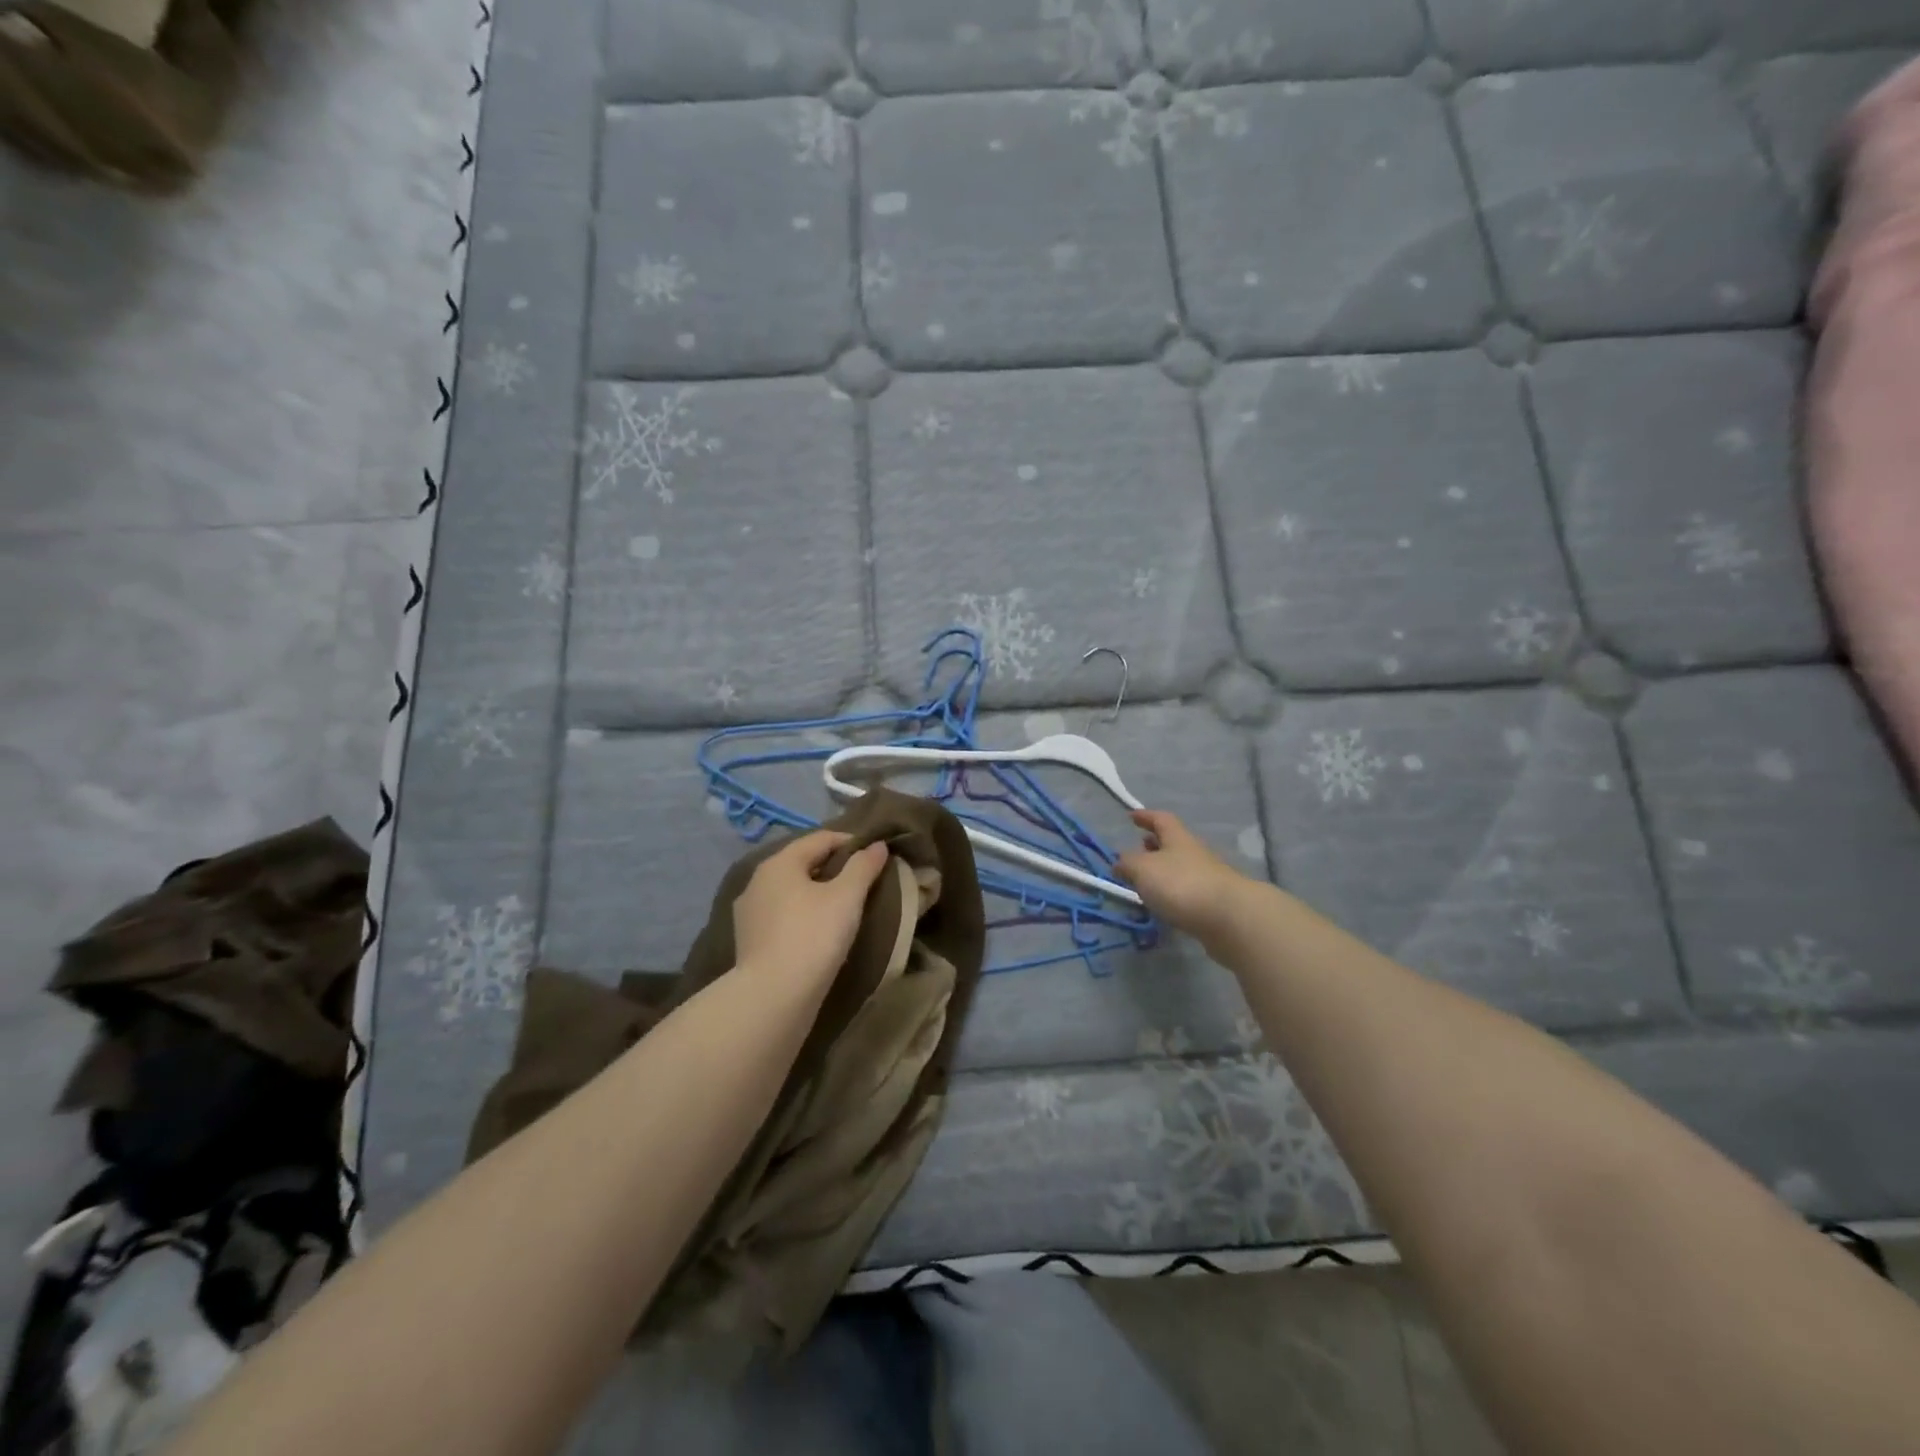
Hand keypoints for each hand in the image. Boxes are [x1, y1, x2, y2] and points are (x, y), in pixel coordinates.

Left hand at [732, 831, 890, 990]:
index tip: (875, 857)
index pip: (820, 839)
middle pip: (803, 863)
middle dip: (833, 868)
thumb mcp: (847, 897)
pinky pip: (782, 916)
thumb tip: (877, 845)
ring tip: (843, 909)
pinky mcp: (749, 941)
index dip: (851, 843)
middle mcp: (757, 881)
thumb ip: (863, 866)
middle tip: (862, 883)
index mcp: (779, 863)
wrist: (773, 998)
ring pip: (791, 891)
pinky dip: (802, 915)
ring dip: (816, 893)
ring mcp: (749, 913)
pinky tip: (818, 932)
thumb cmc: (813, 937)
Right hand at [1115, 810, 1251, 942]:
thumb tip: (1120, 862)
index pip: (1161, 819)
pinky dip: (1173, 892)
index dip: (1145, 816)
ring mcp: (1207, 878)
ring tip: (1146, 882)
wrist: (1230, 918)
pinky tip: (1165, 904)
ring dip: (1163, 870)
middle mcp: (1194, 853)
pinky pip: (1188, 890)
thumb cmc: (1182, 884)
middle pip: (1173, 843)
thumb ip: (1128, 864)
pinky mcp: (1214, 902)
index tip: (1132, 816)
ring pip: (1180, 867)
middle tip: (1138, 850)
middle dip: (1154, 845)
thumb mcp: (1143, 869)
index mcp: (1177, 838)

▶ **YOUR INSTRUCTIONS**
Report the total of lines above containing the string "hand", and write nothing besides it.

▶ **WRITTEN ANSWER**
3